Many Yiddish picture books were illustrated by modernist artists, with extraordinary typography and cutting-edge design, and although Honey on the Page contains lovely original art by Paula Cohen and a few illustrations from the original Yiddish texts, many of the more dynamic combinations of Yiddish words and images from the original books are notably missing. Udel notes in the introduction that children’s literature was “a high priority” in the Soviet Union, but this fails to capture the emphasis placed on producing beautiful objects. The books mattered. A first edition of Mani Leib’s rhymed children’s story “Yingl Tsingl Khvat,” published in Saint Petersburg in 1919 with luminous illustrations by El Lissitzky, sold at auction for $5,500 just last month. Still, NYU Press has produced the kind of elegant, well-illustrated book that children will want to open and reopen.

At the end of his Nobel prize lecture, Singer described “the Yiddish mentality” to the Swedish academy (in Yiddish):

It does not take victory for granted. It does not demand and command, but it muddles through, sneaks by, smuggles itself amidst the powers of destruction, knowing somewhere that God’s plan for Creation is still at the very beginning.

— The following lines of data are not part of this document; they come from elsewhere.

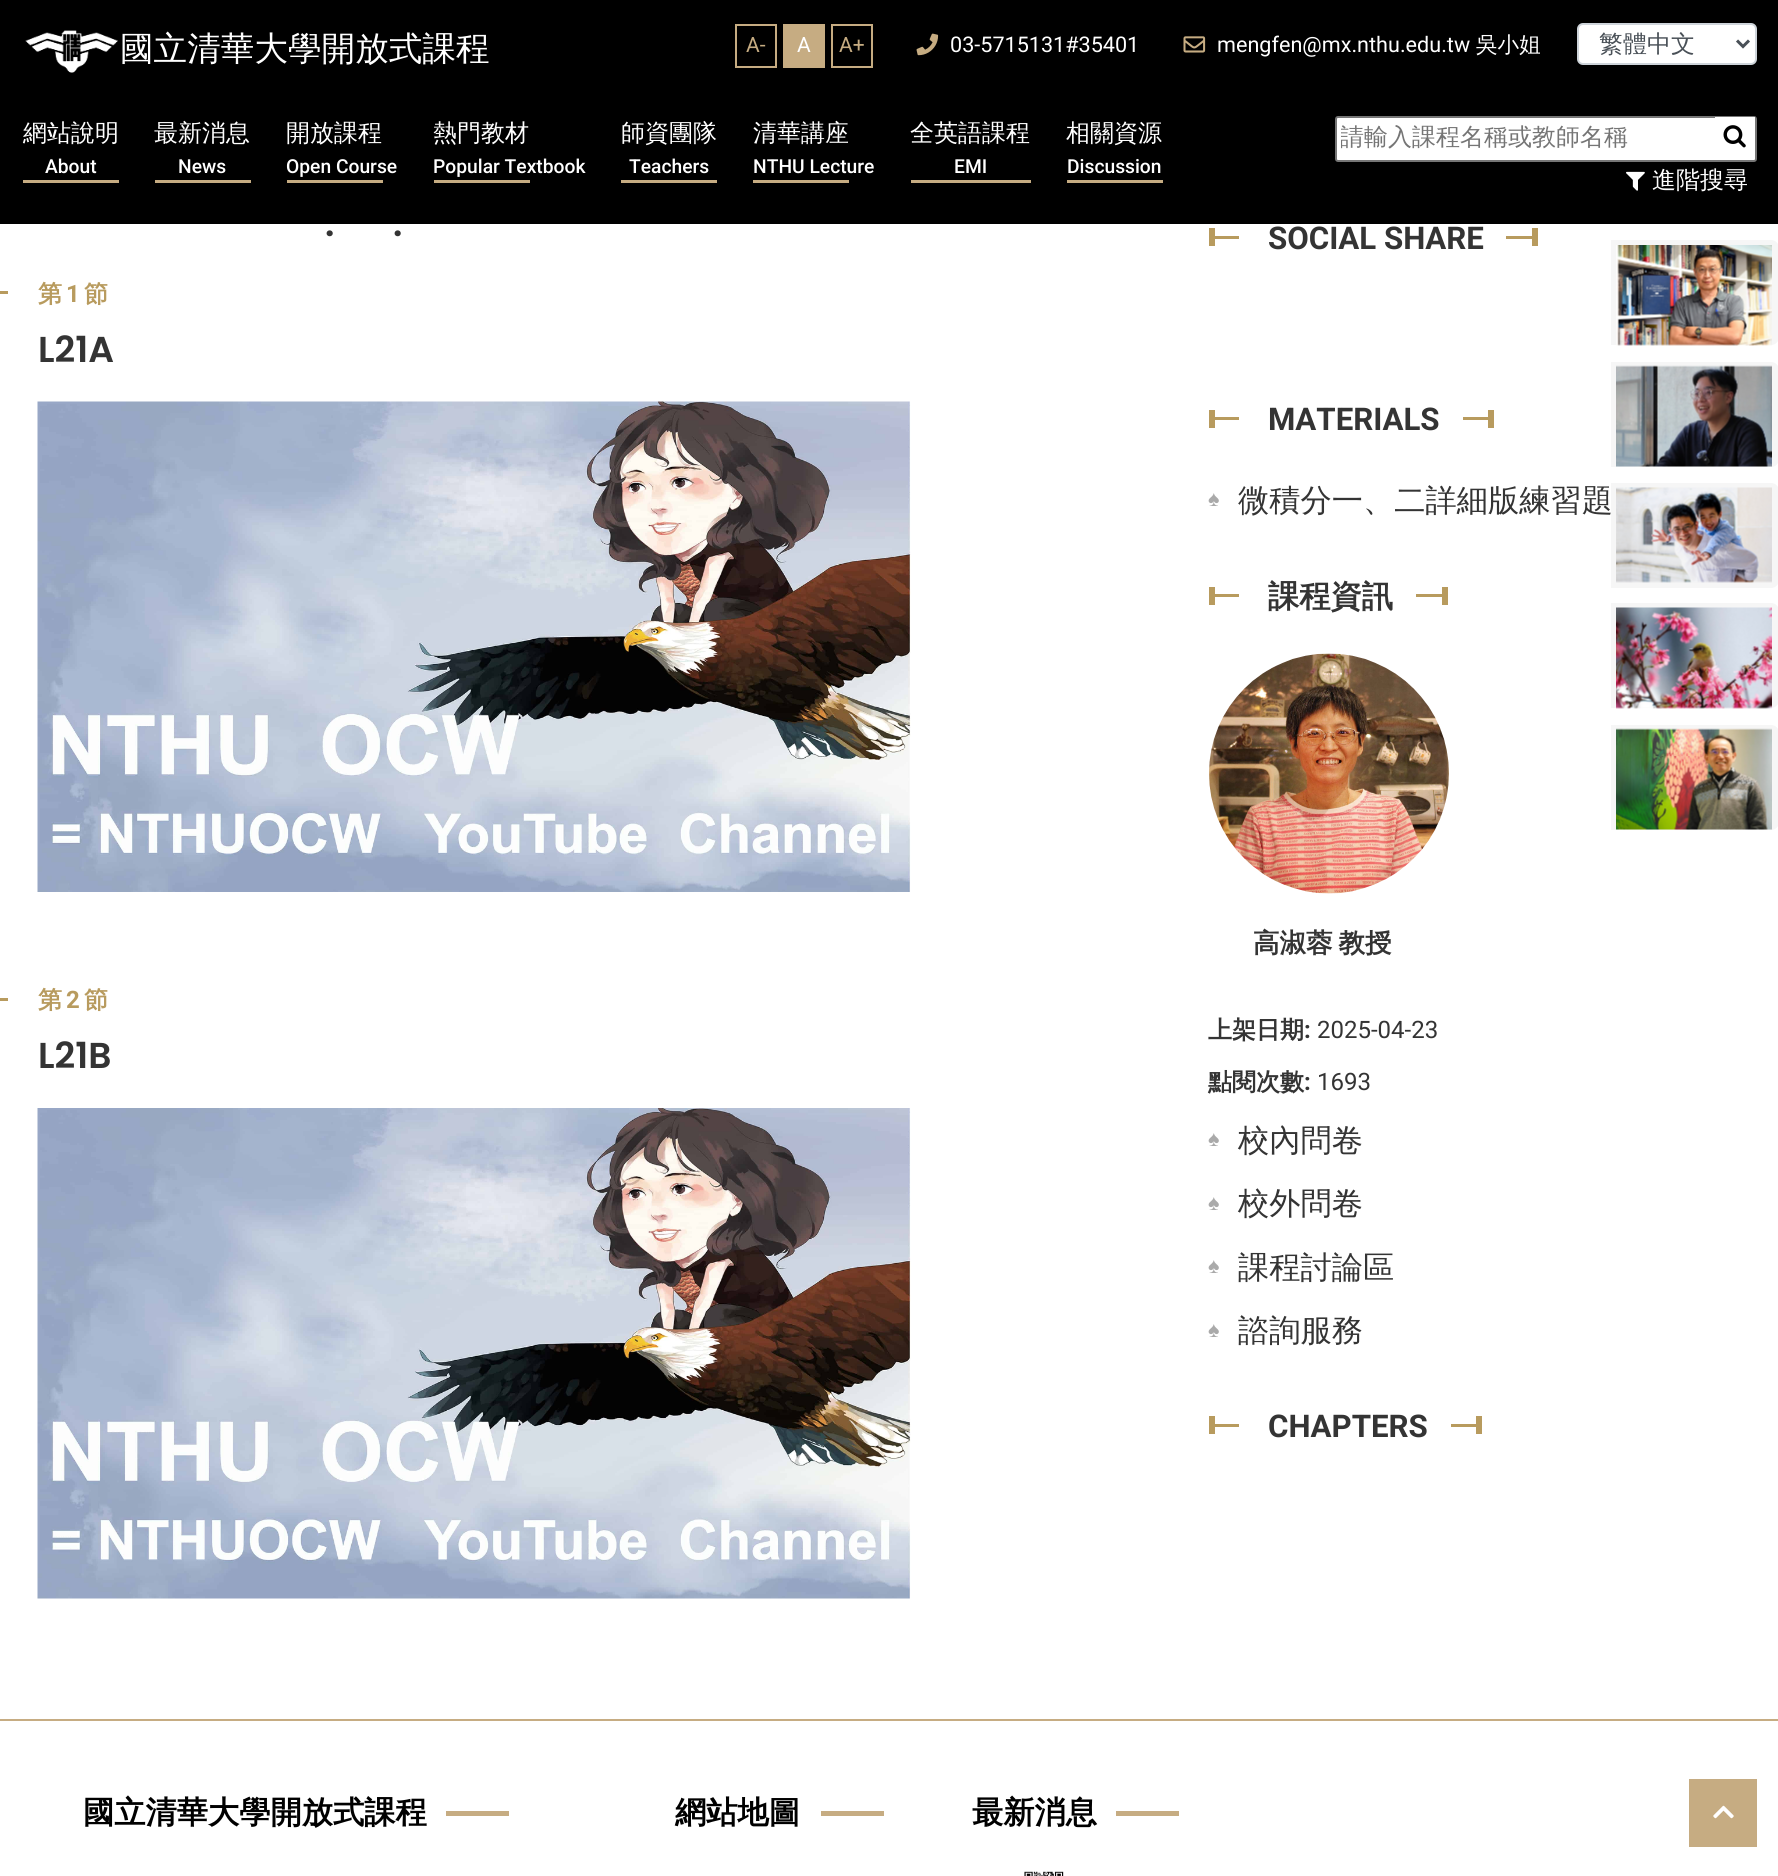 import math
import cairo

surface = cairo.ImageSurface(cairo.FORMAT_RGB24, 1778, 1876)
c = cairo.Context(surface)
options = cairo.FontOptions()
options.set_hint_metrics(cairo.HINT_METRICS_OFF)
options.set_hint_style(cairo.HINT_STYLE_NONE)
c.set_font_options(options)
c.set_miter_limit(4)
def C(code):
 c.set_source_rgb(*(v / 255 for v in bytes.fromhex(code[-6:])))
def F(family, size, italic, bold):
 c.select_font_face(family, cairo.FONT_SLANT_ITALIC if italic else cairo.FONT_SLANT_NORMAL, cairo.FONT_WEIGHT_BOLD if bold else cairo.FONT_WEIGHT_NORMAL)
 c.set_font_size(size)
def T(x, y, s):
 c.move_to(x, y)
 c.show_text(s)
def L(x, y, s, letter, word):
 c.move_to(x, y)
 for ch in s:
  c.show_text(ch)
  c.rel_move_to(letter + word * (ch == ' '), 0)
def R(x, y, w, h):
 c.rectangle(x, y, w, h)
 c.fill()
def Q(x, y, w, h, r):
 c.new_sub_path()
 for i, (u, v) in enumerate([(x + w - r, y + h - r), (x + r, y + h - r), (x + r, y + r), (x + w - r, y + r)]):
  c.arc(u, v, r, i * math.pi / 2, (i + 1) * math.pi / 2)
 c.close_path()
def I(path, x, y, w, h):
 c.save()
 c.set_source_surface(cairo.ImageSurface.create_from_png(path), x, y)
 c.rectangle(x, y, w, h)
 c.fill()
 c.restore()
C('ffffff')
c.paint()
C('000000')
R(0,0,1778,224)
I('1.png',25,30,93,43)
F('WenQuanYi Zen Hei Medium',33.6,0,0)
C('ffffff')
T(120,60,'國立清華大學開放式課程')
c.rectangle(736,25,40,42)
C('c6ac82')
c.stroke()
F('Roboto',21,0,0)
T(746,52,'A-')
R(783,24,42,44)
C('ffffff')
T(797,52,'A')
c.rectangle(832,25,40,42)
C('c6ac82')
c.stroke()
T(839,52,'A+')
I('2.png',916,33,23,23)
F('Roboto',21.6,0,0)
C('ffffff')
T(950,52,'03-5715131#35401')
I('3.png',1183,36,23,17)
T(1217,52,'mengfen@mx.nthu.edu.tw')
F('WenQuanYi Zen Hei Medium',21.6,0,0)
T(1476,52,'吳小姐')
Q(1578,24,178,40,5)
c.fill_preserve()
C('ced4da')
c.stroke()
c.new_path()
c.move_to(1737,40.5)
c.line_to(1743,46.5)
c.line_to(1749,40.5)
C('495057')
c.set_line_width(3)
c.stroke()
F('WenQuanYi Zen Hei Medium',24,0,0)
T(1599,52,'繁體中文')
C('c6ac82')
R(23,180,96,3)
C('ffffff')
T(23,141,'網站說明')
F('Roboto Medium',19.25,0,0)
T(45,173,'About')
C('c6ac82')
R(155,180,96,3)
F('WenQuanYi Zen Hei Medium',24,0,0)
C('ffffff')
T(154,141,'最新消息')
F('Roboto Medium',19.25,0,0)
T(178,173,'News')
C('c6ac82')
R(287,180,96,3)
F('WenQuanYi Zen Hei Medium',24,0,0)
C('ffffff')
T(286,141,'開放課程')
F('Roboto Medium',19.25,0,0)
T(286,173,'Open Course')
C('c6ac82')
R(434,180,96,3)
F('WenQuanYi Zen Hei Medium',24,0,0)
C('ffffff')
T(433,141,'熱門教材')
F('Roboto Medium',19.25,0,0)
T(433,173,'Popular Textbook')
C('c6ac82')
R(621,180,96,3)
F('WenQuanYi Zen Hei Medium',24,0,0)
C('ffffff')
T(621,141,'師資團隊')
F('Roboto Medium',19.25,0,0)
T(629,173,'Teachers')
C('c6ac82')
R(753,180,96,3)
F('WenQuanYi Zen Hei Medium',24,0,0)
C('ffffff')
T(753,141,'清華講座')
F('Roboto Medium',19.25,0,0)
T(753,173,'NTHU Lecture')
C('c6ac82')
R(911,180,120,3)
F('WenQuanYi Zen Hei Medium',24,0,0)
C('ffffff')
T(910,141,'全英語課程')
F('Roboto Medium',19.25,0,0)
T(954,173,'EMI')
C('c6ac82')
R(1067,180,96,3)
F('WenQuanYi Zen Hei Medium',24,0,0)
C('ffffff')
T(1066,141,'相關資源')
F('Roboto Medium',19.25,0,0)
T(1067,173,'Discussion')
Q(1336,117,420,44,2)
c.fill_preserve()
C('767676')
c.set_line_width(2)
c.stroke()
c.save()
c.rectangle(1341,123,368,32)
c.clip()
F('WenQuanYi Zen Hei Medium',24,0,0)
C('757575')
T(1340,145,'請輸入課程名稱或教師名稱')
c.restore()
C('ffffff')
R(1715,117,40,2)
I('4.png',1723,125,23,23)
I('5.png',1626,171,19,20)
F('WenQuanYi Zen Hei Medium',24,0,0)
T(1652,188,'進階搜尋')
F('Poppins SemiBold',36,0,0)
C('343434')
T(325,236,'.')
T(393,236,'.')
C('b89b5e')
R(0,291,8,3)
F('WenQuanYi Zen Hei',24,0,1)
L(38,302,'第',4,0)
F('Roboto',24,0,1)
L(66,302,'1',4,0)
F('WenQuanYi Zen Hei',24,0,1)
L(84,302,'節',4,0)
F('Poppins SemiBold',36,0,0)
C('343434')
T(38,362,'L21A')
I('6.png',37,401,874,491)
C('b89b5e')
R(0,998,8,3)
F('WenQuanYi Zen Hei',24,0,1)
L(38,1008,'第',4,0)
F('Roboto',24,0,1)
L(66,1008,'2',4,0)
F('WenQuanYi Zen Hei',24,0,1)
L(84,1008,'節',4,0)
F('Poppins SemiBold',36,0,0)
C('343434')
T(38,1068,'L21B')
I('7.png',37,1108,874,491)
C('b89b5e')
R(1209,236,30,3)
R(1209,228,6,18)
F('Roboto',31.25,0,1)
C('343434')
T(1268,249,'SOCIAL SHARE')
C('b89b5e')
R(1506,236,30,3)
R(1532,228,6,18)
R(1209,417,30,3)
R(1209,410,6,18)
C('343434')
T(1268,430,'MATERIALS')
C('b89b5e')
R(1463,417,30,3)
R(1488,410,6,18)
F('Liberation Serif',21.6,0,1)
C('aaaaaa')
T(1208,506,'♠')
F('WenQuanYi Zen Hei Medium',31.25,0,0)
C('343434')
T(1238,511,'微積分一、二詳細版練習題')
C('b89b5e')
R(1209,594,30,3)
R(1209,587,6,18)
F('WenQuanYi Zen Hei',31.25,0,1)
C('343434')
T(1268,607,'課程資訊')
C('b89b5e')
R(1416,594,30,3)
R(1442,587,6,18)
I('8.png',1209,653,240,241)
F('WenQuanYi Zen Hei',26.5,0,1)
C('343434')
L(1253,952,'高淑蓉 教授',0,-2)
F('WenQuanYi Zen Hei',24,0,1)
T(1208,1038,'上架日期')
F('Roboto',24,0,1)
T(1304,1038,':')
F('Roboto',24,0,0)
T(1317,1038,'2025-04-23')
F('WenQuanYi Zen Hei',24,0,1)
T(1208,1090,'點閱次數')
F('Roboto',24,0,1)
T(1304,1090,':')
F('Roboto',24,0,0)
T(1317,1090,'1693')
F('Liberation Serif',21.6,0,1)
C('aaaaaa')
T(1208,1146,'♠')
F('WenQuanYi Zen Hei Medium',31.25,0,0)
C('343434')
T(1238,1151,'校內問卷')
F('Liberation Serif',21.6,0,1)
C('aaaaaa')
T(1208,1210,'♠')
F('WenQuanYi Zen Hei Medium',31.25,0,0)
C('343434')
T(1238,1214,'校外問卷')
F('Liberation Serif',21.6,0,1)
C('aaaaaa')
T(1208,1273,'♠')
F('WenQuanYi Zen Hei Medium',31.25,0,0)
C('343434')
T(1238,1278,'課程討論區')
F('Liberation Serif',21.6,0,1)
C('aaaaaa')
T(1208,1337,'♠')
F('WenQuanYi Zen Hei Medium',31.25,0,0)
C('343434')
T(1238,1341,'諮詢服務')
C('b89b5e')
R(1209,1424,30,3)
R(1209,1416,6,18)
F('Roboto',31.25,0,1)
C('343434')
T(1268,1437,'CHAPTERS')
C('b89b5e')
R(1451,1424,30,3)
R(1476,1416,6,18)
C('f6f6f6')
c.new_path()
c.move_to(1611,240)
c.line_to(1771,240)
c.curve_to(1775.5,240,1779,243.5,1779,248)
c.line_to(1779,337)
c.curve_to(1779,341.5,1775.5,345,1771,345)
c.line_to(1611,345)
c.close_path()
c.fill()
I('9.png',1616,245,156,101)
c.new_path()
c.move_to(1611,362)
c.line_to(1771,362)
c.curve_to(1775.5,362,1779,365.5,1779,370)
c.line_to(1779,459)
c.curve_to(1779,463.5,1775.5,467,1771,467)
c.line_to(1611,467)
c.close_path()
c.fill()
I('10.png',1616,365,156,102)
c.new_path()
c.move_to(1611,483)
c.line_to(1771,483)
c.curve_to(1775.5,483,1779,486.5,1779,491)
c.line_to(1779,580)
c.curve_to(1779,584.5,1775.5,588,1771,588)
c.line_to(1611,588)
c.close_path()
c.fill()
I('11.png',1616,487,156,96)
c.new_path()
c.move_to(1611,603)
c.line_to(1771,603)
c.curve_to(1775.5,603,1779,606.5,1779,611)
c.line_to(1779,700)
c.curve_to(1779,704.5,1775.5,708,1771,708)
c.line_to(1611,708)
c.close_path()
c.fill()
I('12.png',1616,607,156,102)
c.new_path()
c.move_to(1611,725)
c.line_to(1771,725)
c.curve_to(1775.5,725,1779,728.5,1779,733)
c.line_to(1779,822)
c.curve_to(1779,826.5,1775.5,830,1771,830)
c.line_to(1611,830)
c.close_path()
c.fill()
I('13.png',1616,728,156,102)
C('c6ac82')
R(0,1719,1778,2)
F('WenQuanYi Zen Hei',31.25,0,1)
C('000000')
T(83,1823,'國立清華大學開放式課程')
C('c6ac82')
R(446,1811,63,5)
C('000000')
T(675,1823,'網站地圖')
C('c6ac82')
R(821,1811,63,5)
C('000000')
T(972,1823,'最新消息')
C('c6ac82')
R(1116,1811,63,5)
I('14.png',1024,1871,40,5)
R(1689,1779,68,68)
I('15.png',1713,1805,21,14)
surface.write_to_png('o.png')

By the time Singer made that statement, the traditional folkways of Yiddish life had been breaking down for over a century. The texts that comprise Udel’s anthology are a window into what came after. In the great tradition of the Yiddish Haskole (Enlightenment), these poems and stories, many crafted by pedagogues and other professionals in the field of children’s literature, were meant to serve as part of the child’s development. They weren’t lesson plans but material for children to explore by themselves.

“Again and again,” Udel writes, “these stories illustrate the disruption posed by radical kindness—a powerful form of social intervention that children can enter into fully and even initiate on their own.” Udel’s “radical kindness” is a compelling framework, one that aptly captures the universality of these stories. But we should also go a step further and accept the full implications of Udel’s anthology. If there was such a thing as a “Yiddish mentality,” if it still existed in 1978, then it existed in large part because of stories like these and what they taught these earliest readers. Ironically, this means that Singer’s last remaining reason for writing for children—”Children don’t read to find their identity”—was wrong.